Process philosophy is well suited for non-reductionist questions where we don't really care why you're in a given state, only that such a descriptor is reasonably apt.  Process resists reductionist impetus to drill down. In a process sense, sufficiently complicated underlying dynamics produce multiple competing processes whose aggregate results vary in time.  We don't care what those underlying dynamics are, just that they fit observed characterizations for the time scale of study.  For example, emergent social phenomenon are the result of various combinations of group processes and individual processes. This amalgam is better characterized as social phenomena rather than specific combinations of group states / individual states.

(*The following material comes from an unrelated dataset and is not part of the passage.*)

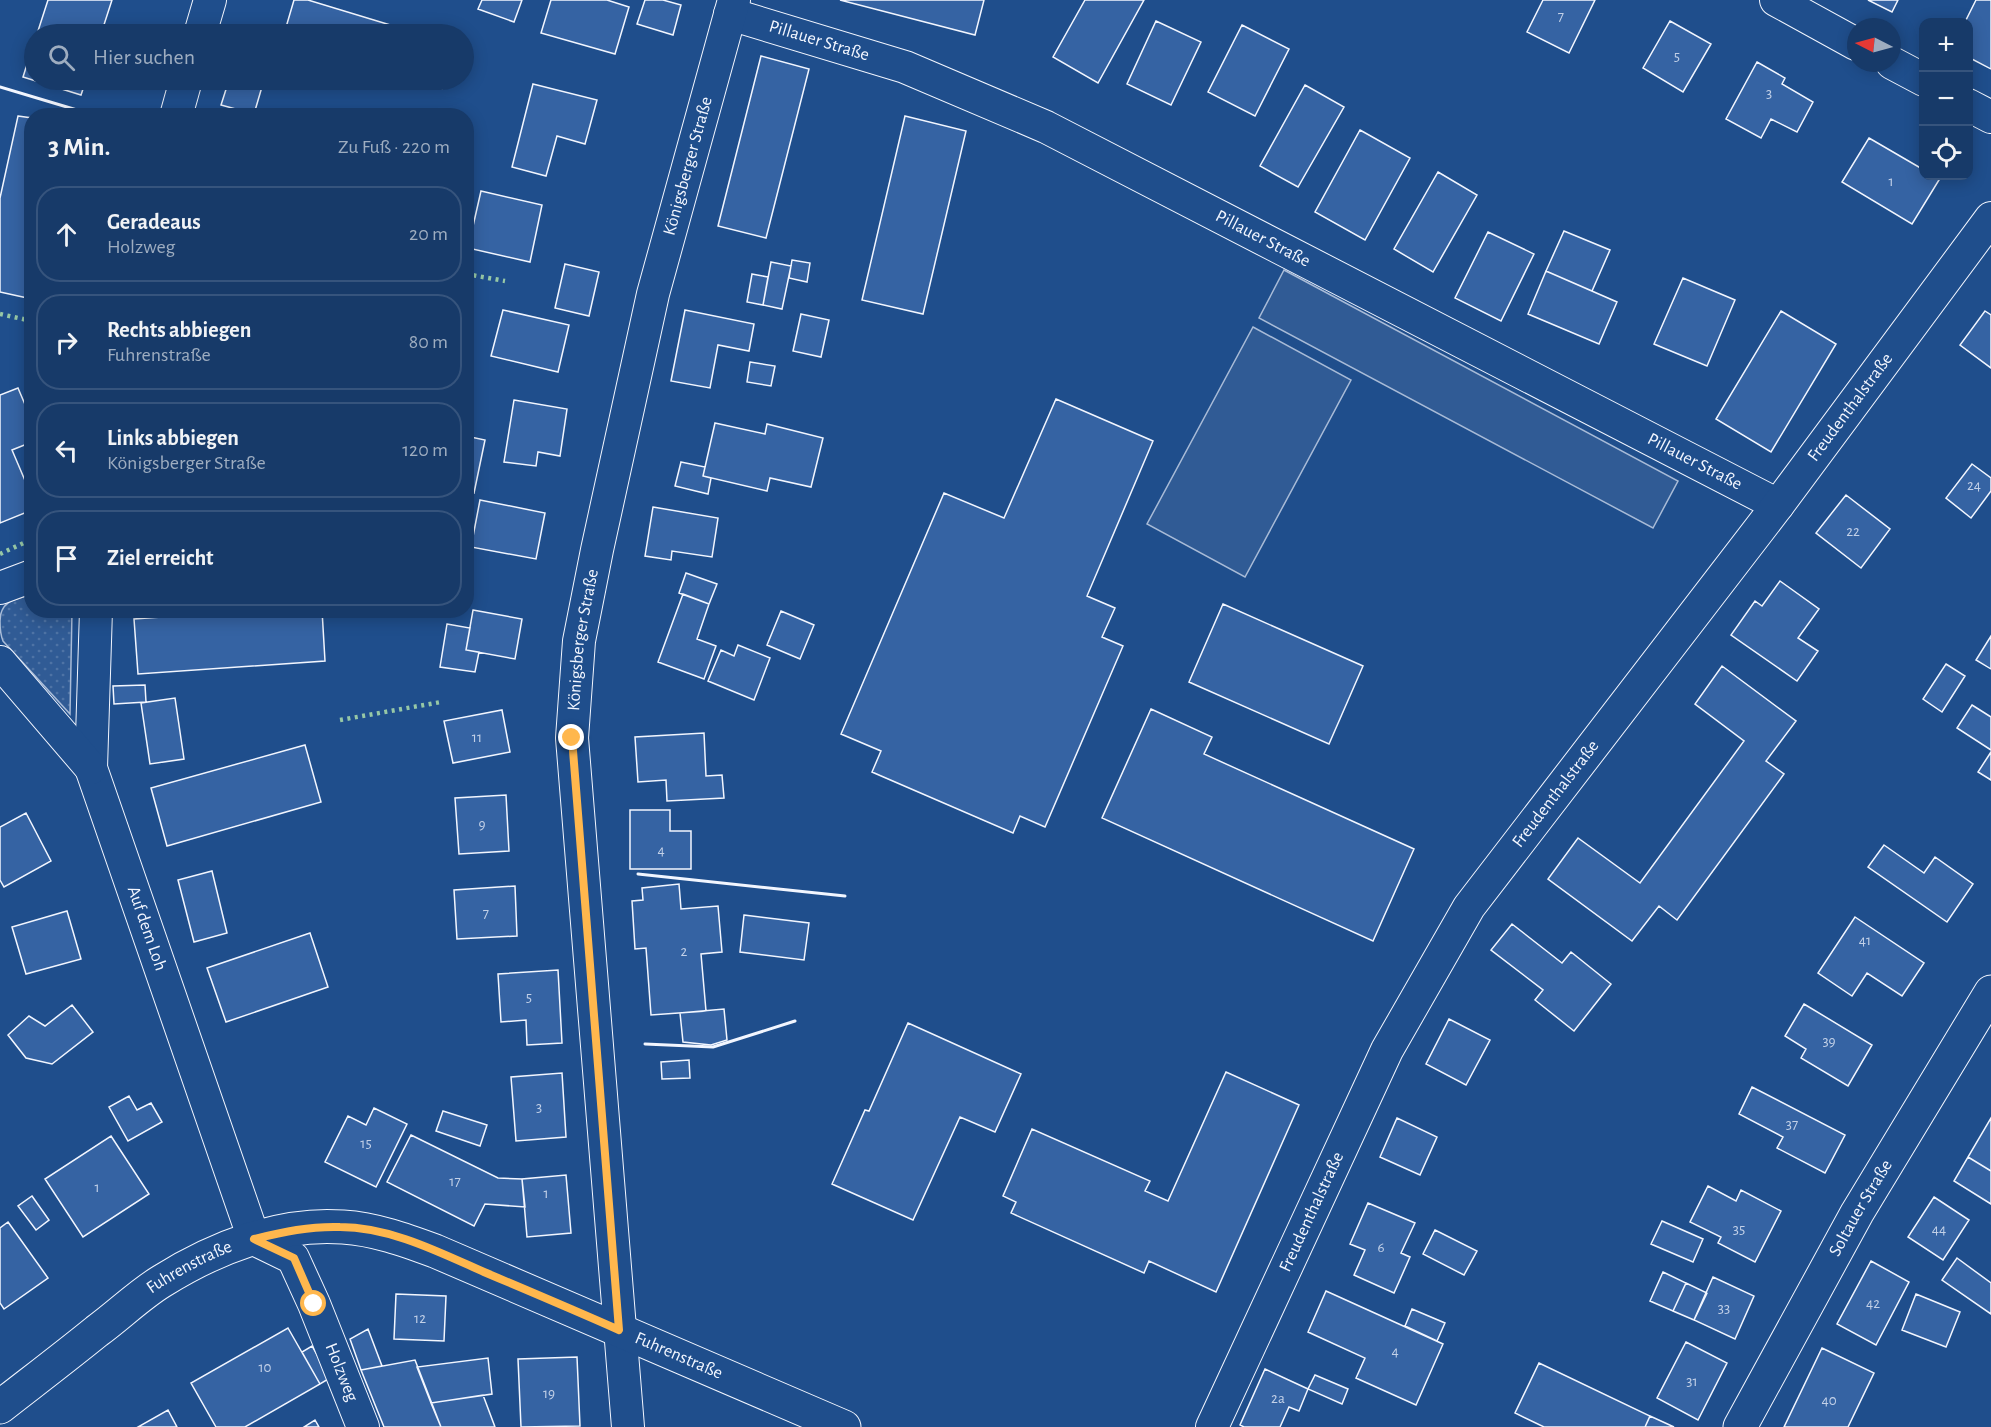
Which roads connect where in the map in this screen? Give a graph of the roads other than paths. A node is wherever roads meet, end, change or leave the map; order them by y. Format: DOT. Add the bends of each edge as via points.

A process approach is a non-reducationist strategy that avoids questions of driving forces.  This comes at the expense of expense of rationalizable/reductionist explanatory power.


THE CRUX
Multi-level selection theory seems to have avoided the conundrum of process & reductionism by finding an unambiguous unit of measure (the gene).  Cognitive scientists studying the science of religion seem to have done similar things by finding invariant heuristics (darwin machines as some call them) expressed or not expressed in religious vs. a-religious populations. Is a dynamical study of education reform resistance destined for the the cognitive science heuristic approach?  Probably, but for the moment I'm content to find some plausible physics that constrain the problem.




NOTES
*1.   Multi-level selection is a non-functionlist theory.  As such, it does not frame things in terms of attractors.  This assumes intent, and D.S. Wilson, the creator of multi-level selection theory, isn't philosophically naive.  Genes are not "attracted" to groupish states or non-groupish states.  They are mind-blind.  Operationally, genes serve as a unit of measure: is a specific gene present/expressed or not.  Different levels can be analyzed, but any level reduces down to the genes.

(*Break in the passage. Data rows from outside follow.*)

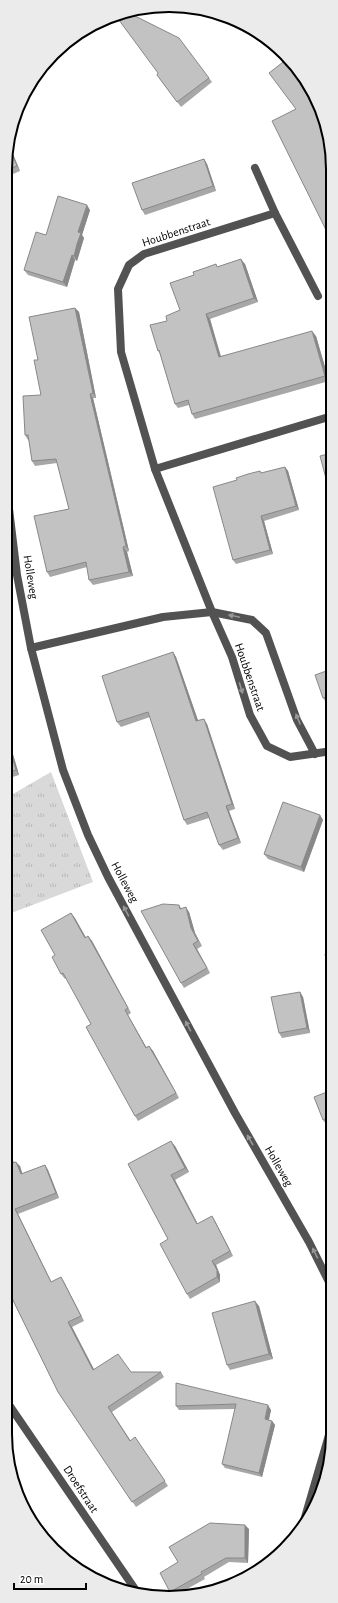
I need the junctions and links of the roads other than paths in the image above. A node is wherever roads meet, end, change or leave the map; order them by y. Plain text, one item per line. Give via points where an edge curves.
1 (255, 168) dead end
2 (275, 213) junction
3 (318, 296) dead end
4 (326, 418) edge
5 (155, 469) junction
6 (12, 538) edge
7 (212, 612) junction
8 (31, 648) junction
9 (326, 752) edge
10 (315, 754) junction
11 (326, 1276) edge
12 (12, 1409) edge
13 (326, 1446) edge
14 (307, 1508) edge
15 (134, 1587) edge

1 - 2 street
2 - 3 street
2 - 5 street, Houbbenstraat via 144,254 129,265 118,289 121,352
4 - 5 street
5 - 7 street, Houbbenstraat
6 - 8 street, Holleweg
7 - 8 street via 163,617
10 -> 7 street via 298,720 266,633 252,620
7 -> 10 street, Houbbenstraat via 232,657 250,715 267,746 290,757
11 -> 8 street, Holleweg via 231,1106 88,836 63,770
9 - 10 street, Houbbenstraat
12 - 15 street, Droefstraat
13 - 14 street

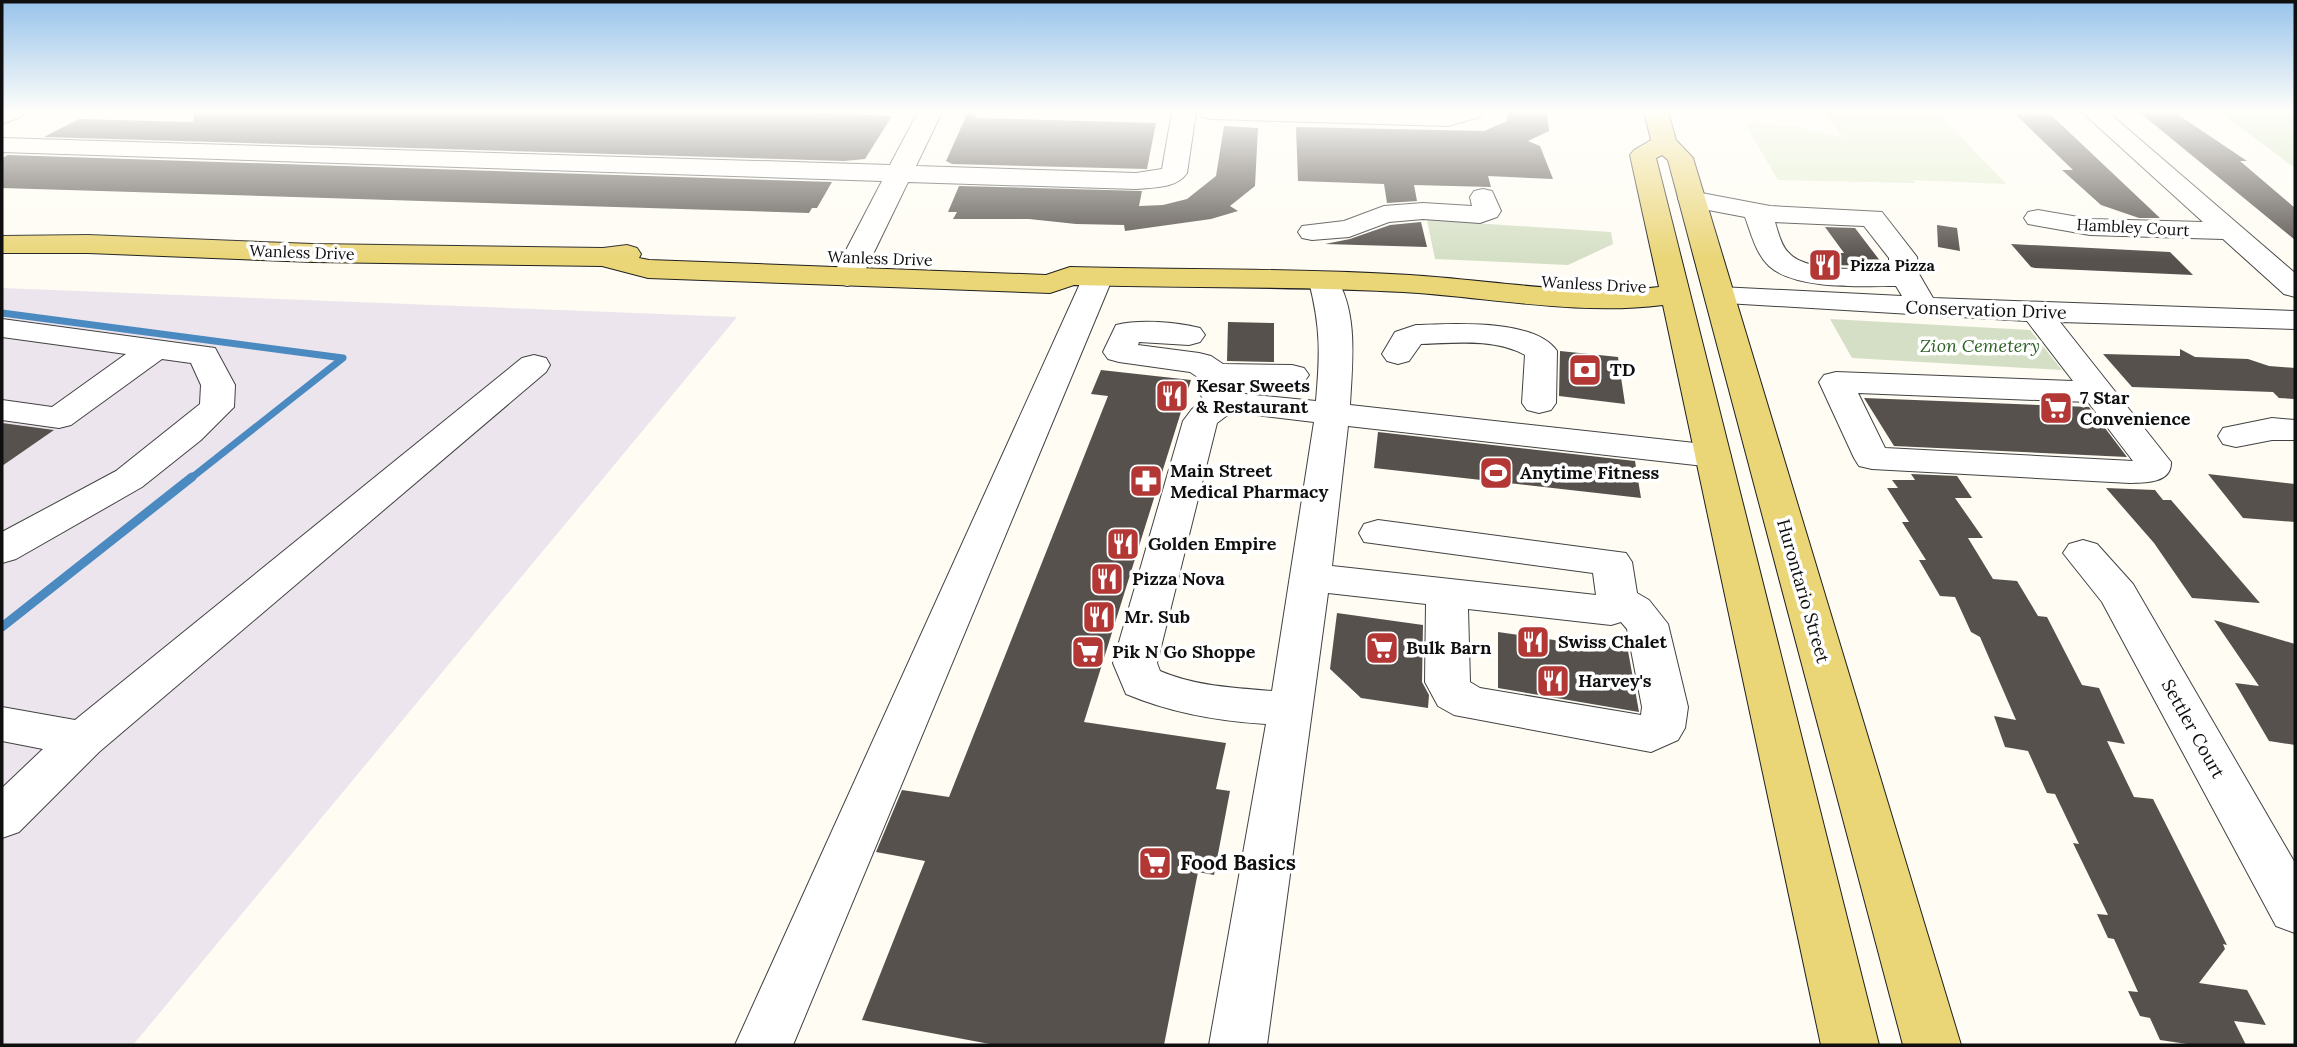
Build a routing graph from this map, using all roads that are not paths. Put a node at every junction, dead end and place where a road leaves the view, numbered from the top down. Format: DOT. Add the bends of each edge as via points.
graph roads {
  1 [pos="492,161"];
  2 [pos="905,161"];
  3 [pos="1178,161"];
  4 [pos="1644,161"];
  5 [pos="1681,161"];
  6 [pos="2149,161"];
  7 [pos="898,174"];
  8 [pos="1483,197"];
  9 [pos="1691,199"];
  10 [pos="1756,211"];
  11 [pos="2038,218"];
  12 [pos="2228,231"];
  13 [pos="1312,232"];
  14 [pos="2,245"];
  15 [pos="852,267"];
  16 [pos="1084,276"];
  17 [pos="1906,277"];
  18 [pos="1324,282"];
  19 [pos="1449,286"];
  20 [pos="2295,288"];
  21 [pos="1677,294"];
  22 [pos="1720,296"];
  23 [pos="1590,298"];
  24 [pos="1924,307"];
  25 [pos="2036,312"];
  26 [pos="2295,320"];
  27 [pos="2,328"];
  28 [pos="1189,335"];
  29 [pos="156,348"];
  30 [pos="1398,354"];
  31 [pos="534,365"];
  32 [pos="1292,375"];
  33 [pos="1697,387"];
  34 [pos="1221,388"];
  35 [pos="2096,392"];
  36 [pos="1539,403"];
  37 [pos="2,410"];
  38 [pos="1333,413"];
  39 [pos="2295,430"];
  40 [pos="2236,436"];
  41 [pos="1713,456"];
  42 [pos="1378,533"];
  43 [pos="2,550"];
  44 [pos="2083,553"];
  45 [pos="1310,577"];
  46 [pos="1447,592"];
  47 [pos="1617,601"];
  48 [pos="1291,709"];
  49 [pos="2,724"];
  50 [pos="83,739"];
  51 [pos="2,818"];
  52 [pos="2295,911"];
  53 [pos="764,1045"];
  54 [pos="1238,1045"];
  55 [pos="1850,1045"];
  56 [pos="1932,1045"];
  1 -- 7 [label="street"];
  2 -- 7 [label="street"];
  3 -- 7 [label="street" via="1174,173 1165,178 1136,181"];
  4 -- 21 [label="main road"];
  5 -- 9 [label="main road, Hurontario Street"];
  6 -- 12 [label="street"];
  7 -- 15 [label="street"];
  8 -- 13 [label="street" via="1487,211 1480,215 1384,214 1349,229"];
  9 -- 10 [label="street"];
  9 -- 22 [label="main road, Hurontario Street"];
  10 -- 17 [label="street" via="1779,260 1799,270 1818,275"];
  10 -- 17 [label="street" via="1872,218 1903,257"];
  11 -- 12 [label="street, Hambley Court" via="2090,227"];
  12 -- 20 [label="street"];
  14 -- 15 [label="main road, Wanless Drive" via="603,257 648,269"];
  15 -- 16 [label="main road, Wanless Drive" via="1050,284"];
  16 -- 18 [label="main road, Wanless Drive"];
  16 -- 53 [label="street"];
  17 -- 24 [label="street"];
  18 -- 19 [label="main road, Wanless Drive"];
  18 -- 38 [label="street" via="1334,314 1337,347"];
  19 -- 21 [label="main road, Wanless Drive" via="1522,280 1643,284"];
  19 -- 23 [label="main road, Wanless Drive"];
  21 -- 22 [label="main road, Conservation Drive"];
  21 -- 23 [label="main road, Wanless Drive"];
  21 -- 33 [label="main road"];
  22 -- 24 [label="street, Conservation Drive"];
  22 -- 56 [label="main road, Hurontario Street"];
  23 -- 33 [label="main road" via="1638,311 1666,325 1681,347"];
  24 -- 25 [label="street, Conservation Drive"];
  25 -- 26 [label="street, Conservation Drive"];
  25 -- 35 [label="street"];
  27 -- 29 [label="street"];
  28 -- 34 [label="street" via="1127,332 1119,352 1199,363"];
  29 -- 37 [label="street" via="59,418"];
  29 -- 43 [label="street" via="204,355 218,385 217,407 171,449 98,499 25,533"];
  30 -- 36 [label="street" via="1406,339 1416,335 1514,337 1541,351"];
  31 -- 50 [label="street"];
  32 -- 34 [label="street"];
  33 -- 41 [label="main road"];
  34 -- 38 [label="street"];
  34 -- 48 [label="street" via="1200,421 1135,663 1142,682 1158,691"];
  35 -- 35 [label="street" via="2153,462 2153,468 2130,472 1872,458 1836,382"];
  38 -- 41 [label="street"];
  38 -- 45 [label="street"];
  39 -- 40 [label="street"];
  41 -- 55 [label="main road"];
  42 -- 47 [label="street" via="1612,562"];
  44 -- 52 [label="street, Settler Court" via="2118,594"];
  45 -- 46 [label="street"];
  45 -- 48 [label="street"];
  46 -- 47 [label="street" via="1611,611"];
  46 -- 47 [label="street" via="1447,682 1454,694 1470,703 1651,734 1662,728 1665,707 1647,624"];
  48 -- 54 [label="street"];
  49 -- 50 [label="street"];
  50 -- 51 [label="street"];
}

When exploring functionalistic forces for individual-ishness vs. group-ishness the chances are pretty good that you'll wind up in cognitive psychology or evolutionary psychology land looking for cognitive preference and tendencies.  While this landscape is really, really interesting, I suspect you'll wind up doing cognitive science work for a lot of necessary but not sufficient causes.  You may even be tempted to do some agent modelling to filter plausible causes based upon observed dynamical properties.  Like I say, this sounds pretty fun.  The results, like those emerging from the cognitive sci and evolutionary psych folks doing science of religion work, may even be groundbreaking. However, it just seems like stamp collecting to me…

In his foundational book "In God's we Trust", Scott Atran outlines a bunch of cognitive preferences and heuristics which lead to religious group formation and religious beliefs.